- TASK REQUIREMENTS -
Would you please set down the lines of the data from the one containing "Please list the" to the final line, exactly and only those?

Collected data entries:
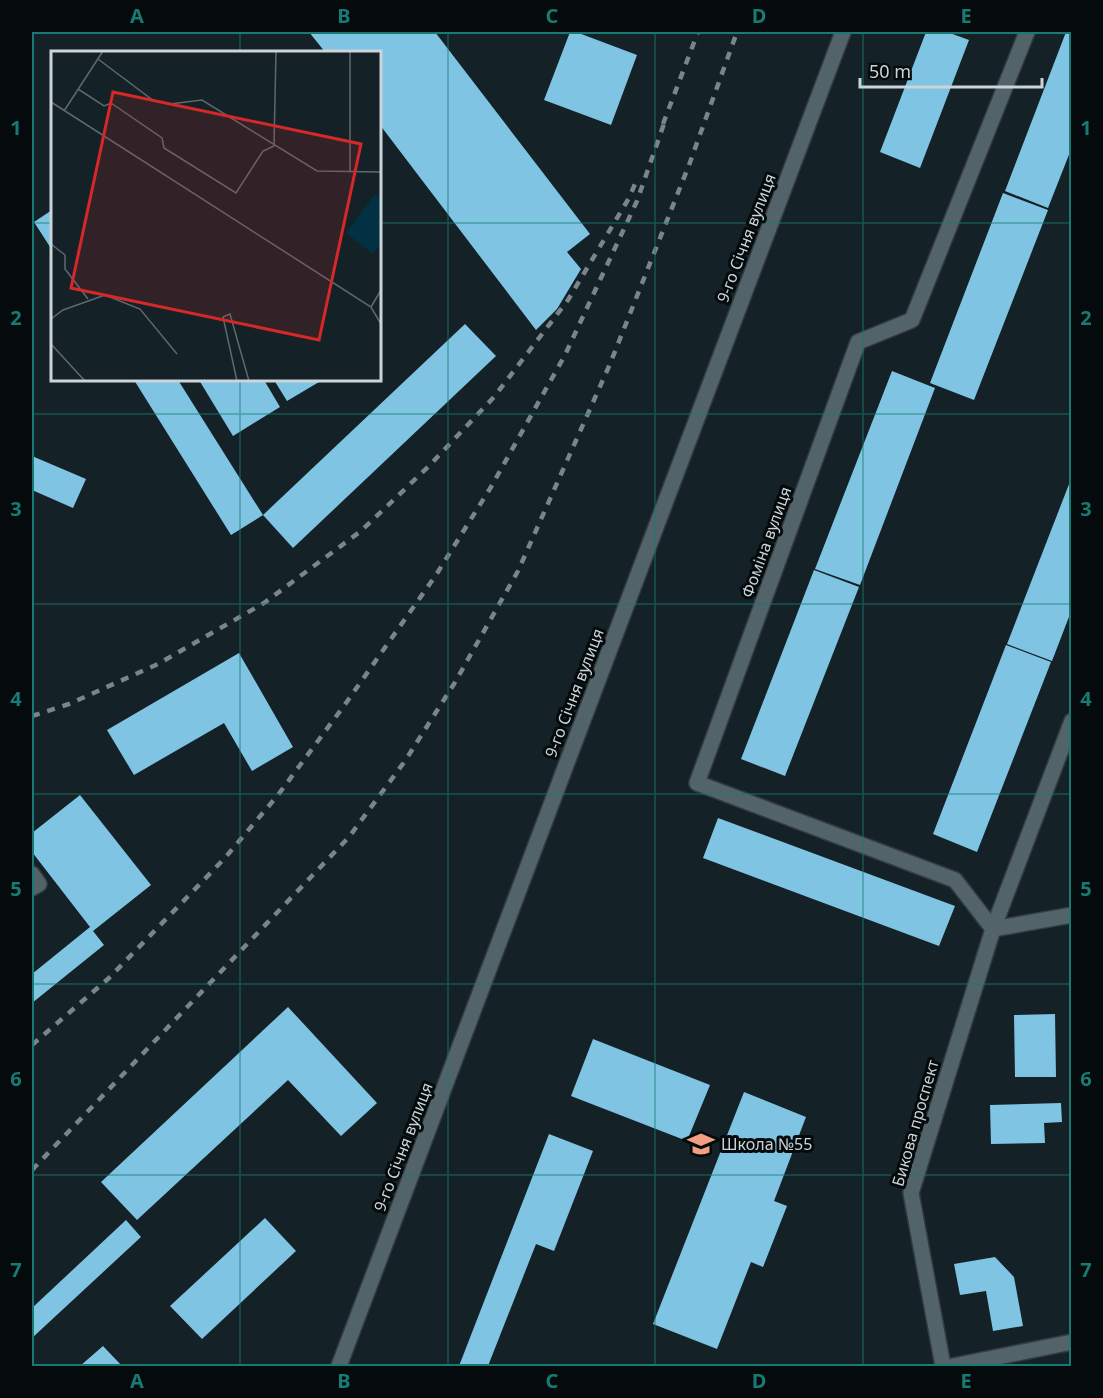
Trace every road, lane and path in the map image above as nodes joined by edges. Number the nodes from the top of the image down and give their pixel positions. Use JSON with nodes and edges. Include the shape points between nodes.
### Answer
{"nodes":[{"id":1,"x":843,"y":32,"type":"edge"},
{"id":2,"x":1027,"y":32,"type":"edge"},
{"id":3,"x":1071,"y":721,"type":"edge"},
{"id":4,"x":32,"y":874,"type":"edge"},
{"id":5,"x":32,"y":888,"type":"edge"},
{"id":6,"x":1071,"y":915,"type":"edge"},
{"id":7,"x":993,"y":930,"type":"junction"},
{"id":8,"x":1071,"y":1342,"type":"edge"},
{"id":9,"x":339,"y":1366,"type":"edge"},
{"id":10,"x":943,"y":1366,"type":"edge"},
{"id":11,"x":953,"y":1366,"type":"edge"}],
"edges":[{"from":1,"to":9,"type":"street","name":"9-го Січня вулиця"},
{"from":2,"to":7,"type":"street","name":"Фоміна вулиця","via":[[912,320],[858,342],[697,783],[955,880]]},
{"from":3,"to":7,"type":"street","name":"Бикова проспект"},
{"from":4,"to":5,"type":"street","via":[[39,884]]},
{"from":6,"to":7,"type":"street"},
{"from":7,"to":10,"type":"street","name":"Бикова проспект","via":[[911,1193]]},
{"from":8,"to":11,"type":"street"}]}
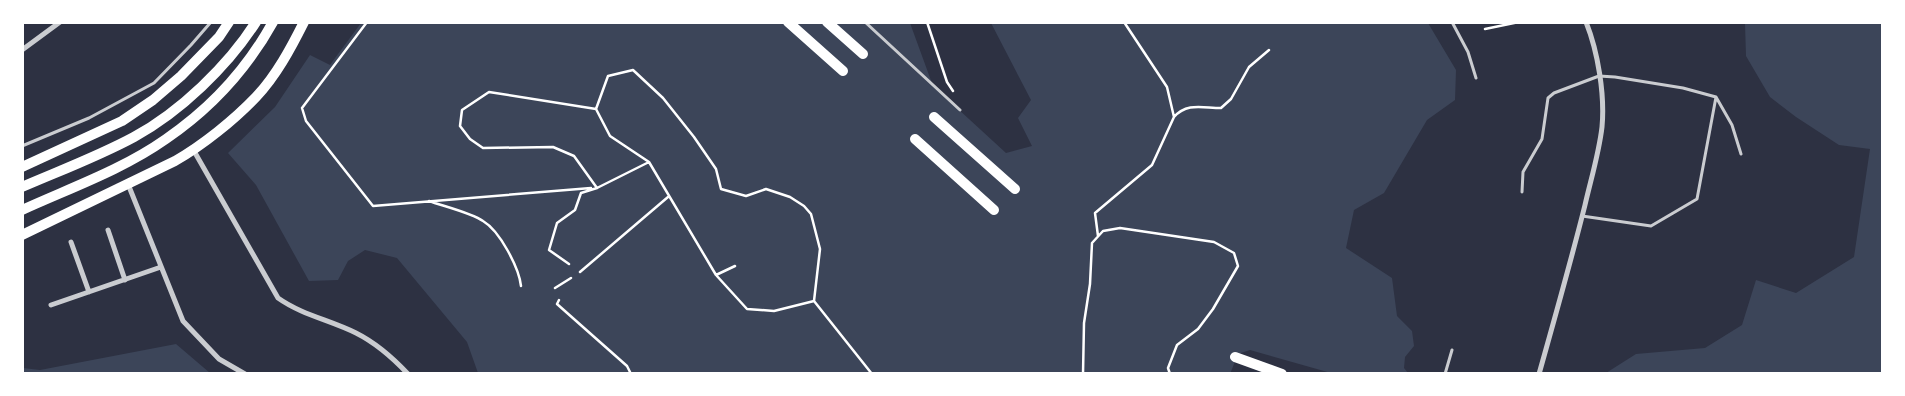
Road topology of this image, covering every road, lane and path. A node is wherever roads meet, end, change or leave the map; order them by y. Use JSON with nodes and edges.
{"nodes":[{"id":1,"x":60,"y":22,"type":"edge"},
{"id":2,"x":211,"y":22,"type":"edge"},
{"id":3,"x":229,"y":22,"type":"edge"},
{"id":4,"x":256,"y":22,"type":"edge"},
{"id":5,"x":273,"y":22,"type":"edge"},
{"id":6,"x":304,"y":22,"type":"edge"},
{"id":7,"x":367,"y":22,"type":"edge"},
{"id":8,"x":788,"y":22,"type":"edge"},
{"id":9,"x":827,"y":22,"type":"edge"},
{"id":10,"x":865,"y":22,"type":"edge"},
{"id":11,"x":927,"y":22,"type":"edge"},
{"id":12,"x":1124,"y":22,"type":"edge"},
{"id":13,"x":1452,"y":22,"type":"edge"},
{"id":14,"x":1519,"y":22,"type":"edge"},
{"id":15,"x":1586,"y":22,"type":"edge"},
{"id":16,"x":1485,"y":29,"type":"dead end"},
{"id":17,"x":22,"y":50,"type":"edge"},
{"id":18,"x":1269,"y":50,"type":"dead end"},
{"id":19,"x":863,"y":54,"type":"dead end"},
{"id":20,"x":843,"y":71,"type":"dead end"},
{"id":21,"x":1599,"y":76,"type":"junction"},
{"id":22,"x":1476,"y":78,"type":"dead end"},
{"id":23,"x":956,"y":96,"type":"dead end"},
{"id":24,"x":1716,"y":97,"type":"junction"},
{"id":25,"x":596,"y":109,"type":"junction"},
{"id":26,"x":960,"y":110,"type":"dead end"},
{"id":27,"x":934,"y":117,"type":"dead end"},
{"id":28,"x":1174,"y":117,"type":"junction"},
{"id":29,"x":916,"y":139,"type":"dead end"},
{"id":30,"x":22,"y":146,"type":"edge"},
{"id":31,"x":194,"y":151,"type":"junction"},
{"id":32,"x":1741,"y":154,"type":"dead end"},
{"id":33,"x":649,"y":162,"type":"junction"},
{"id":34,"x":22,"y":167,"type":"edge"},
{"id":35,"x":128,"y":184,"type":"junction"},
{"id":36,"x":22,"y":187,"type":"edge"},
{"id":37,"x":597,"y":188,"type":"junction"},
{"id":38,"x":1015,"y":189,"type":"dead end"},
{"id":39,"x":1522,"y":192,"type":"dead end"},
{"id":40,"x":668,"y":196,"type":"junction"},
{"id":41,"x":428,"y":200,"type":"junction"},
{"id":42,"x":22,"y":210,"type":"edge"},
{"id":43,"x":994,"y":210,"type":"dead end"},
{"id":44,"x":1582,"y":216,"type":"junction"},
{"id":45,"x":108,"y":230,"type":"dead end"},
{"id":46,"x":22,"y":235,"type":"edge"},
{"id":47,"x":1098,"y":236,"type":"junction"},
{"id":48,"x":71,"y":242,"type":"dead end"},
{"id":49,"x":569,"y":264,"type":"dead end"},
{"id":50,"x":735,"y":266,"type":"dead end"},
{"id":51,"x":161,"y":267,"type":"junction"},
{"id":52,"x":580,"y":272,"type":"dead end"},
{"id":53,"x":716,"y":275,"type":"junction"},
{"id":54,"x":571,"y":278,"type":"dead end"},
{"id":55,"x":125,"y":280,"type":"junction"},
{"id":56,"x":521,"y":286,"type":"dead end"},
{"id":57,"x":555,"y":288,"type":"dead end"},
{"id":58,"x":89,"y":292,"type":"junction"},
{"id":59,"x":559,"y":300,"type":"dead end"},
{"id":60,"x":814,"y":301,"type":"junction"},
{"id":61,"x":51,"y":305,"type":"dead end"},
{"id":62,"x":1452,"y":350,"type":"dead end"},
{"id":63,"x":1235,"y":358,"type":"dead end"},
{"id":64,"x":245,"y":374,"type":"edge"},
{"id":65,"x":408,"y":374,"type":"edge"},
{"id":66,"x":632,"y":374,"type":"edge"},
{"id":67,"x":872,"y":374,"type":"edge"},
{"id":68,"x":1083,"y":374,"type":"edge"},
{"id":69,"x":1170,"y":374,"type":"edge"},
{"id":70,"x":1282,"y":374,"type":"edge"},
{"id":71,"x":1444,"y":374,"type":"edge"},
{"id":72,"x":1539,"y":374,"type":"edge"}],
"edges":[{"from":1,"to":17,"type":"street"},
{"from":2,"to":30,"type":"lane"},
{"from":3,"to":34,"type":"main road"},
{"from":4,"to":36,"type":"main road"},
{"from":5,"to":42,"type":"main road"},
{"from":6,"to":31,"type":"main road"},
{"from":7,"to":41,"type":"path"},
{"from":8,"to":20,"type":"main road"},
{"from":9,"to":19,"type":"main road"},
{"from":10,"to":26,"type":"lane"},
{"from":11,"to":23,"type":"path"},
{"from":12,"to":28,"type":"path"},
{"from":13,"to":22,"type":"lane"},
{"from":14,"to":16,"type":"path"},
{"from":15,"to":21,"type":"street"},
{"from":18,"to":28,"type":"path"},
{"from":21,"to":24,"type":"lane"},
{"from":21,"to":39,"type":"lane"},
{"from":21,"to":44,"type":"street"},
{"from":24,"to":32,"type":"lane"},
{"from":24,"to":44,"type":"lane"},
{"from":25,"to":33,"type":"path"},
{"from":25,"to":37,"type":"path"},
{"from":25,"to":60,"type":"path"},
{"from":27,"to":38,"type":"main road"},
{"from":28,"to":47,"type":"path"},
{"from":29,"to":43,"type":"main road"},
{"from":31,"to":35,"type":"main road"},
{"from":31,"to":65,"type":"street"},
{"from":33,"to":37,"type":"path"},
{"from":33,"to":40,"type":"path"},
{"from":35,"to":46,"type":"main road"},
{"from":35,"to":51,"type":"street"},
{"from":37,"to":41,"type":"path"},
{"from":37,"to":49,"type":"path"},
{"from":40,"to":52,"type":"path"},
{"from":40,"to":53,"type":"path"},
{"from":41,"to":56,"type":"path"},
{"from":44,"to":72,"type":"street"},
{"from":45,"to":55,"type":"street"},
{"from":47,"to":68,"type":"path"},
{"from":47,"to":69,"type":"path"},
{"from":48,"to":58,"type":"street"},
{"from":50,"to":53,"type":"path"},
{"from":51,"to":55,"type":"street"},
{"from":51,"to":64,"type":"street"},
{"from":53,"to":60,"type":"path"},
{"from":54,"to":57,"type":"path"},
{"from":55,"to":58,"type":"street"},
{"from":58,"to":61,"type":"street"},
{"from":59,"to":66,"type":"path"},
{"from":60,"to":67,"type":"path"},
{"from":62,"to":71,"type":"lane"},
{"from":63,"to":70,"type":"main road"}]}
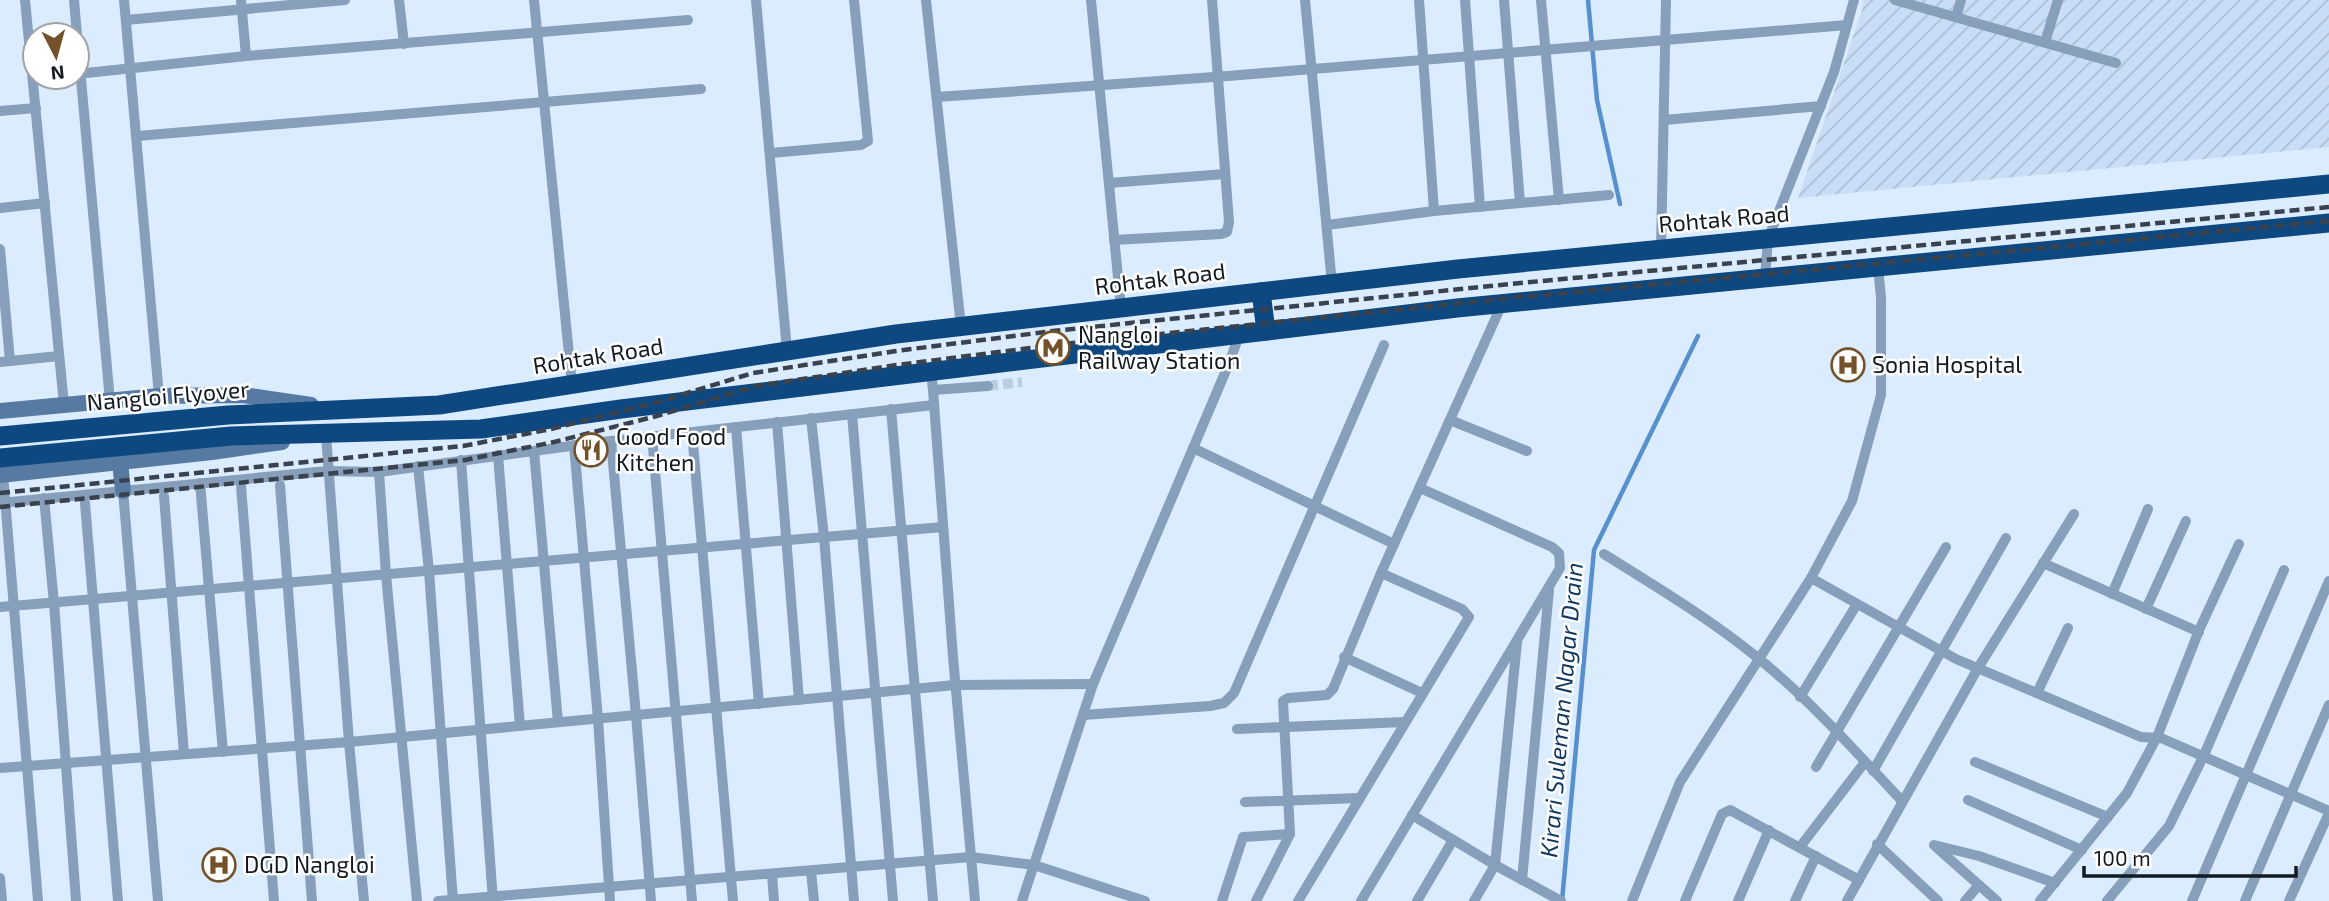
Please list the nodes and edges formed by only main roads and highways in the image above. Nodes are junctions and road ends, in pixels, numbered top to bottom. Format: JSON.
{"nodes":[{"id":1,"x":2329,"y":184,"type":"edge"},
{"id":2,"x":2329,"y":223,"type":"edge"},
{"id":3,"x":1261,"y":292,"type":"junction"},
{"id":4,"x":1266,"y":331,"type":"junction"},
{"id":5,"x":341,"y":410,"type":"joint"},
{"id":6,"x":0,"y":436,"type":"edge"},
{"id":7,"x":1,"y":469,"type":"edge"}],
"edges":[{"from":1,"to":3,"type":"highway","name":"Rohtak Road"},
{"from":2,"to":4,"type":"highway"},
{"from":3,"to":4,"type":"highway"},
{"from":3,"to":5,"type":"highway","name":"Rohtak Road"},
{"from":4,"to":7,"type":"highway","name":"Nangloi Flyover"},
{"from":5,"to":6,"type":"highway","name":"Nangloi Flyover"}]}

- PROBLEM SOLUTION -
Please list the nodes and edges formed by only main roads and highways in the image above. Nodes are junctions and road ends, in pixels, numbered top to bottom. Format: JSON.
{"nodes":[{"id":1,"x":2329,"y":184,"type":"edge"},
{"id":2,"x":2329,"y":223,"type":"edge"},
{"id":3,"x":1261,"y":292,"type":"junction"},
{"id":4,"x":1266,"y":331,"type":"junction"},
{"id":5,"x":341,"y":410,"type":"joint"},
{"id":6,"x":0,"y":436,"type":"edge"},
{"id":7,"x":1,"y":469,"type":"edge"}],
"edges":[{"from":1,"to":3,"type":"highway","name":"Rohtak Road"},
{"from":2,"to":4,"type":"highway"},
{"from":3,"to":4,"type":"highway"},
{"from":3,"to":5,"type":"highway","name":"Rohtak Road"},
{"from":4,"to":7,"type":"highway","name":"Nangloi Flyover"},
{"from":5,"to":6,"type":"highway","name":"Nangloi Flyover"}]}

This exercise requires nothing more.